Are your development projects moving a little too slowly? Got too much overhead drag preventing you from being truly agile? Do you have a great idea that they won’t let you implement? What if you could catapult your idea into reality with blazing speed? This is nothing that can’t be solved with a little open source, a sprinkle of cloud, and a dash of creativity.
In this session, we will compare some common open source tools for creating rapid prototypes. I’ll focus primarily on web development frameworks, including Python, Django, Flask and PHP, and will explain how these tools, along with cloud-based hosting, have transformed media companies like PBS and National Geographic, with real world examples.
Throughout my career leading high profile digital media web applications, I have seen over and over again how a business’s fear of change can lead to selecting an expensive COTS solution because it feels like the “safer” choice. This mindset rarely ever leads to real innovation.
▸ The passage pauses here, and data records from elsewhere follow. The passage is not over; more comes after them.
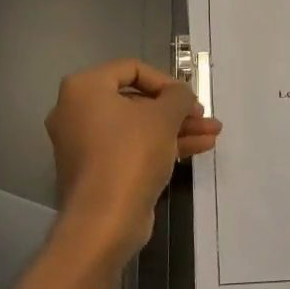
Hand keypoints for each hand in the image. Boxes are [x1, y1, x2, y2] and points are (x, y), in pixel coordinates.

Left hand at [46, 59, 222, 259]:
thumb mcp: (164, 116)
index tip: (189, 98)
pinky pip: (131, 148)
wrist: (105, 220)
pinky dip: (160, 145)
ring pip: (137, 127)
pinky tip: (198, 148)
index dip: (167, 81)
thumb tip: (180, 95)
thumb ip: (178, 96)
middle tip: (203, 116)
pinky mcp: (96, 170)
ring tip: (212, 133)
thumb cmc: (130, 154)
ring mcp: (85, 143)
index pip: (132, 68)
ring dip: (175, 128)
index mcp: (85, 88)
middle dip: (176, 109)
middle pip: (136, 100)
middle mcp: (77, 111)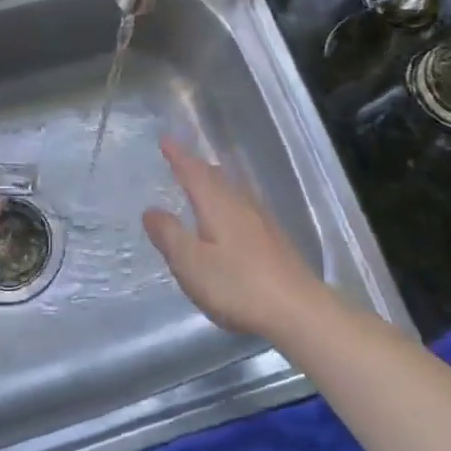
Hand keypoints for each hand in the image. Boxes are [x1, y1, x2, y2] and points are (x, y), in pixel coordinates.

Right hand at [143, 138, 338, 345]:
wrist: (299, 311)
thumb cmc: (238, 285)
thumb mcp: (191, 263)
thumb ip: (169, 235)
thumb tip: (151, 210)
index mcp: (217, 205)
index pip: (193, 172)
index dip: (178, 155)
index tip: (165, 139)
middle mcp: (241, 205)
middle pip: (216, 177)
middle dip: (196, 166)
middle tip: (180, 159)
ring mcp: (262, 222)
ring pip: (232, 191)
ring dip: (214, 182)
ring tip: (202, 183)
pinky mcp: (274, 241)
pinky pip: (244, 207)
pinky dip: (228, 202)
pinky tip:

Even when open source is already embraced within an organization, there might be hesitation to try something new since dollars are tight and can’t be wasted on risky ideas.
What if you can test that new idea for next to nothing? If you can drive the cost down to “pretty much free”, then what can be the harm in giving it a try?
So innovate! Try something new and fail with little risk. Or perhaps… your idea just might be “the next big thing”!
Drew Engelson is the Chief Technologist in Celerity’s Web and Mobile Solutions Practice where he leverages his expertise in open source, could computing, and digital media to craft killer technology solutions for a variety of organizations, including National Geographic and The Washington Times.
Prior to joining Celerity, Drew served as the Chief Architect at PBS and was responsible for the internet architecture and applications that support the award-winning PBS.org and PBSKids.org web and mobile platforms, as well as the 1500+ series, episode, and web-only sites that reside under those domains. This meant re-envisioning how PBS web applications are designed, developed and hosted with public and private could computing in mind.